> **Instructions to follow**:
Write out each line of the entries below that holds the word "roads".

> **Task inputs**:
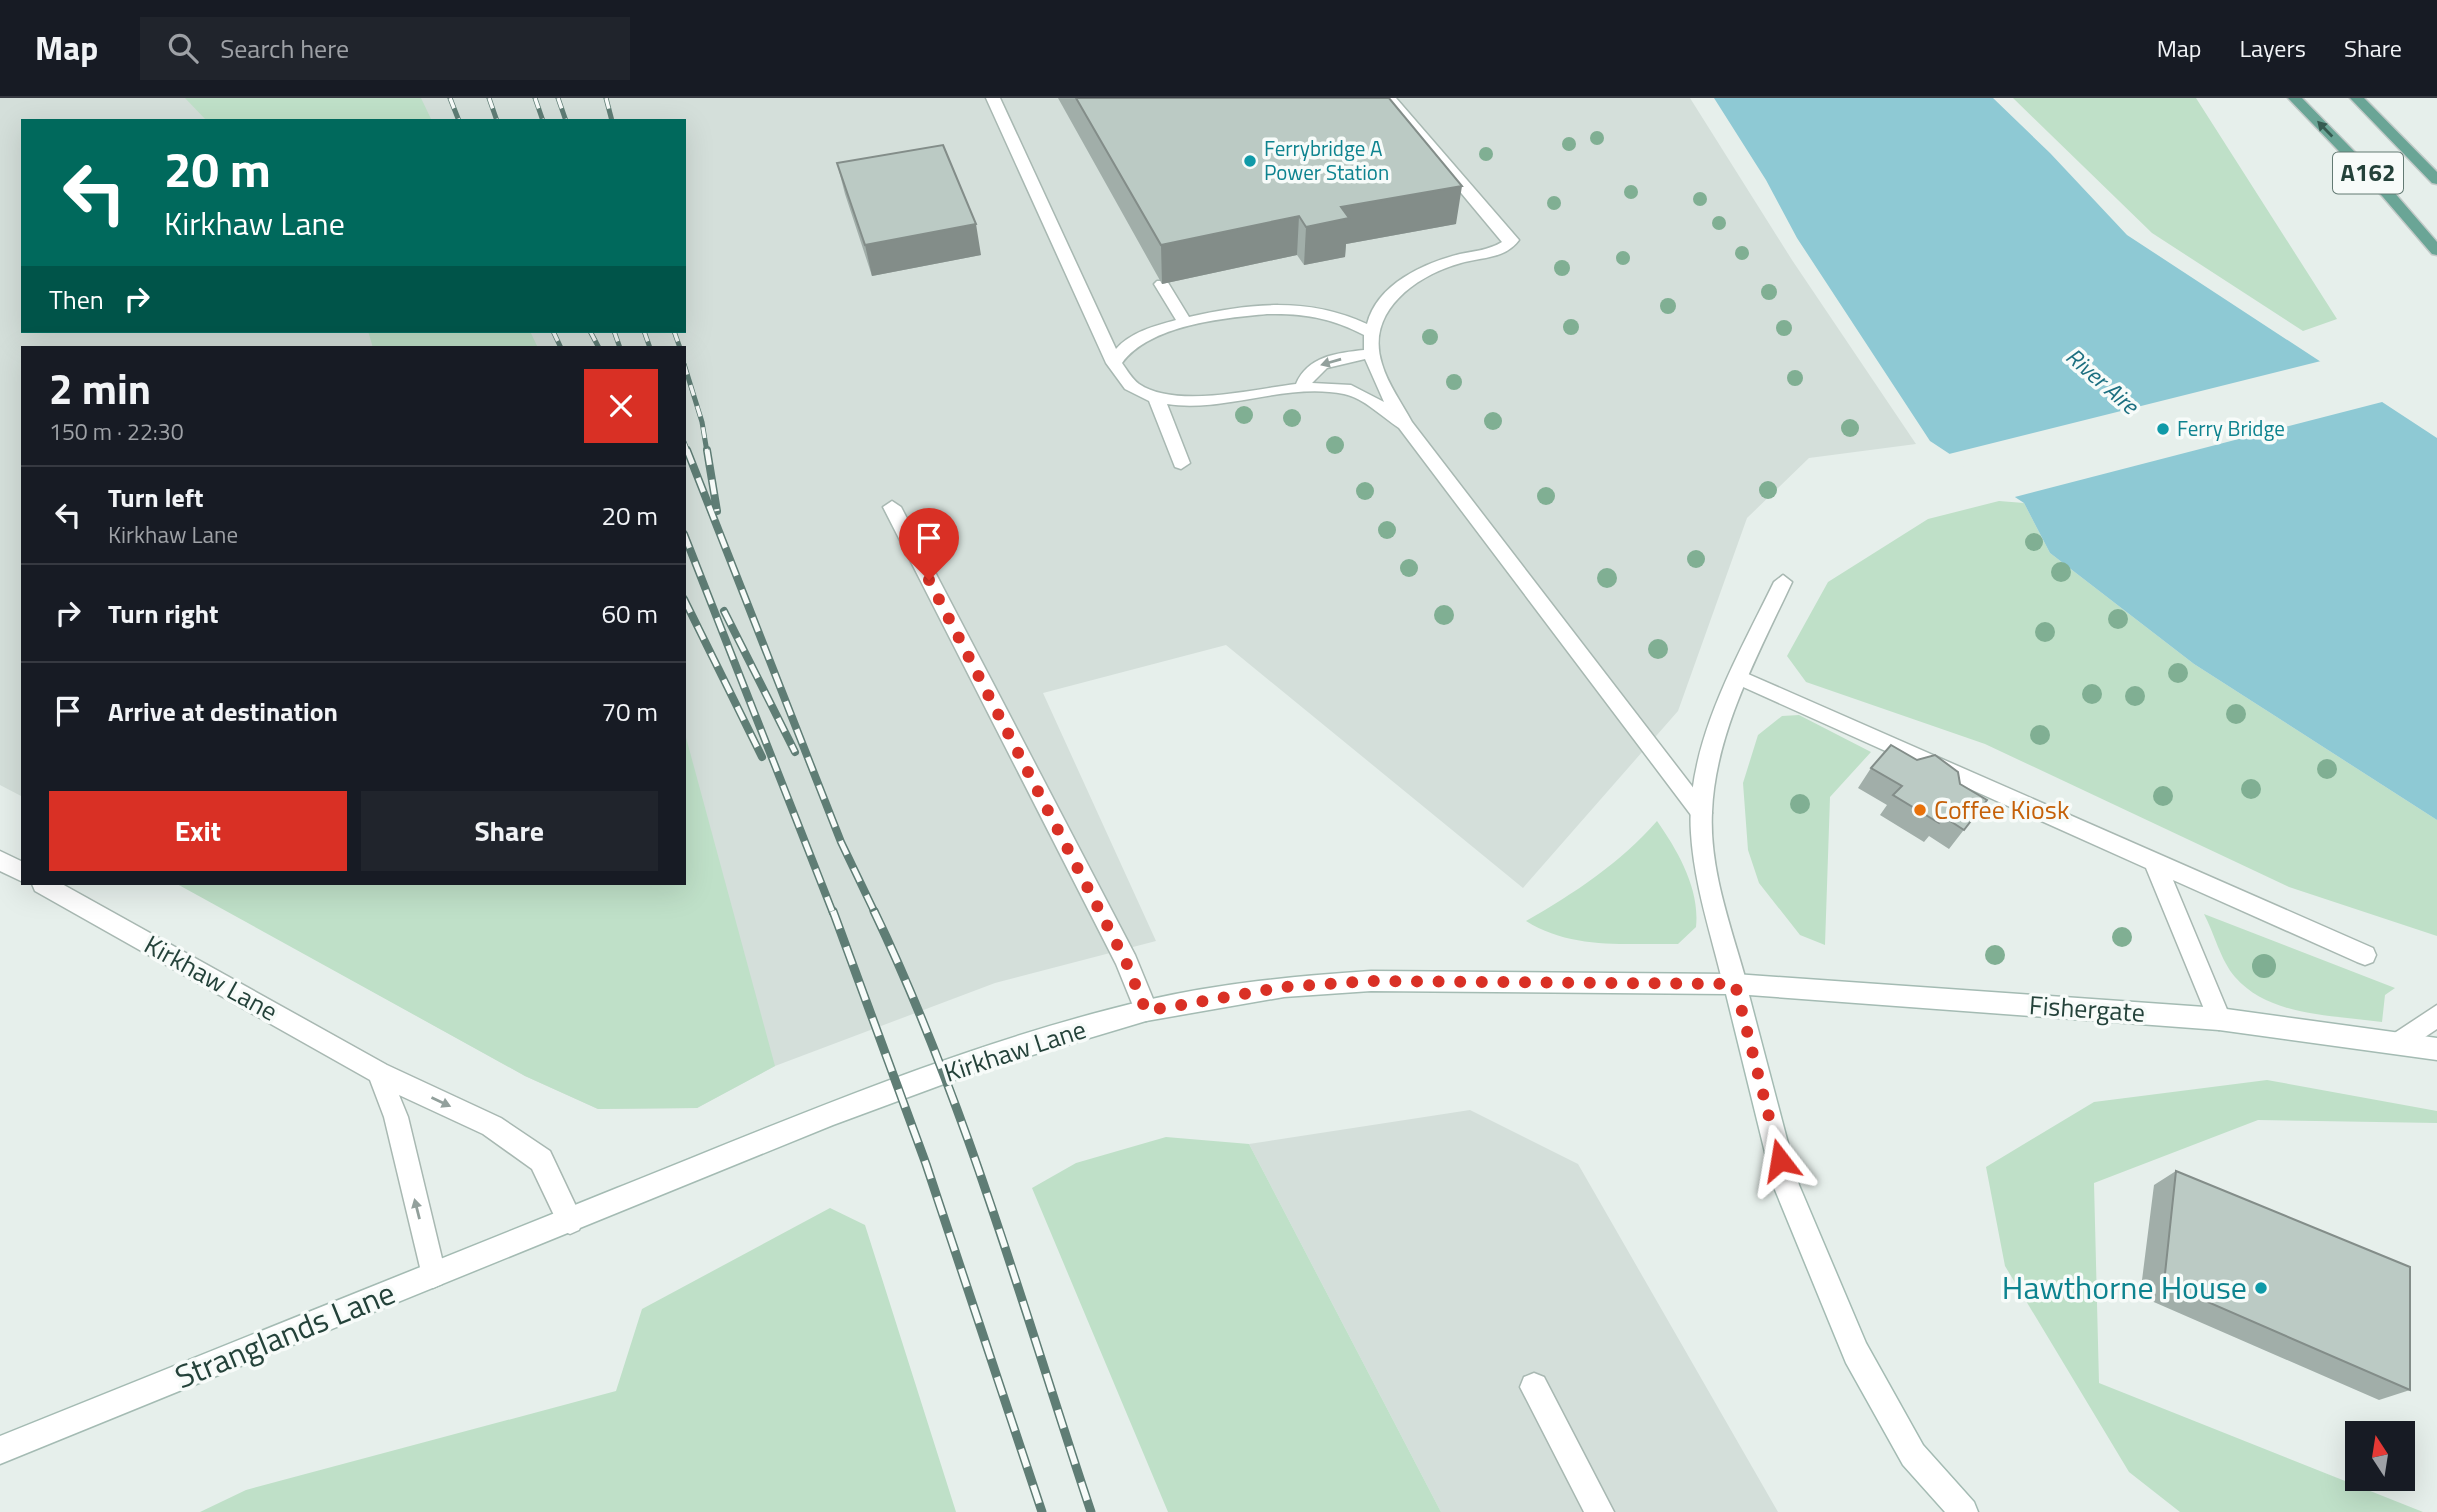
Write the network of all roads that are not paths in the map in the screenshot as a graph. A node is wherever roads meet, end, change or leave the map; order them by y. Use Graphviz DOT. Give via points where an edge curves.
graph roads {
  1 [pos="993,98"];
  2 [pos="1389,98"];
  3 [pos="2295,98"];
  4 [pos="2357,98"];
  5 [pos="2437,180"];
  6 [pos="2437,251"];
  7 [pos="1162,284"];
  8 [pos="1186,324"];
  9 [pos="1373,334"];
  10 [pos="1373,353"];
  11 [pos="1114,363"];
  12 [pos="1302,388"];
  13 [pos="1156,398"];
  14 [pos="1405,425"];
  15 [pos="1181,463"];
  16 [pos="892,507"];
  17 [pos="1783,582"];
  18 [pos="1739,677"];
  19 [pos="1701,813"];
  20 [pos="0,860"];
  21 [pos="2155,862"];
  22 [pos="21,872"];
  23 [pos="45,885"];
  24 [pos="2365,955"];
  25 [pos="1735,984"];
  26 [pos="1146,1011"];
  27 [pos="2437,1016"];
  28 [pos="2219,1019"];
  29 [pos="2401,1042"];
  30 [pos="2437,1049"];
  31 [pos="379,1073"];
  32 [pos="570,1221"];
  33 [pos="433,1275"];
  34 [pos="1534,1387"];
  35 [pos="0,1450"];
  36 [pos="1600,1512"];
  37 [pos="1964,1512"];
  1 -- 11 [label="main road"];
  2 -- 9 [label="main road" via="1512,240 1499,250 1446,262 1394,289 1380,308"];
  6 -- 3 [label="main road, A162, one-way"];
  4 -- 5 [label="main road, A162"];
  7 -- 8 [label="main road"];
  8 -- 9 [label="main road" via="1257,310 1305,310 1348,320"];
  8 -- 11 [label="main road" via="1129,343"];
  9 -- 10 [label="main road"];
  10 -- 12 [label="main road, one-way" via="1326,361 1306,375"];
  10 -- 14 [label="main road"];
  11 -- 13 [label="main road" via="1134,389"];
  12 -- 13 [label="main road" via="1187,402"];
  12 -- 14 [label="main road" via="1349,390"];
  13 -- 15 [label="main road"];
  14 -- 19 [label="main road"];
  16 -- 26 [label="main road" via="1126,962"];
  17 -- 18 [label="main road"];
  18 -- 19 [label="main road" via="1707,771"];
  18 -- 21 [label="main road"];
  19 -- 25 [label="main road" via="1710,882"];
  20 -- 22 [label="main road"];
  21 -- 24 [label="main road"];
  21 -- 28 [label="main road"];
  23 -- 31 [label="main road, Kirkhaw Lane"];
  25 -- 26 [label="main road, Kirkhaw Lane" via="1371,981 1284,987"];
  25 -- 28 [label="main road, Fishergate"];
  25 -- 37 [label="main road" via="1786,1185 1856,1353 1913,1455"];
  26 -- 32 [label="main road, Kirkhaw Lane" via="979,1060 829,1115"];
  27 -- 29 [label="main road"];
  28 -- 29 [label="main road, Fishergate"];
  29 -- 30 [label="main road, Fishergate"];
  31 -- 32 [label="main road, Kirkhaw Lane, one-way" via="492,1126 541,1160"];
  33 -- 31 [label="main road, one-way" via="396,1117"];
  32 -- 33 [label="main road, Stranglands Lane"];
  33 -- 35 [label="main road, Stranglands Lane"];
  34 -- 36 [label="main road"];
}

> **Answer section**:
Write the network of all roads that are not paths in the map in the screenshot as a graph. A node is wherever roads meet, end, change or leave the map; order them by y. Use Graphviz DOT. Give via points where an edge curves.
graph roads {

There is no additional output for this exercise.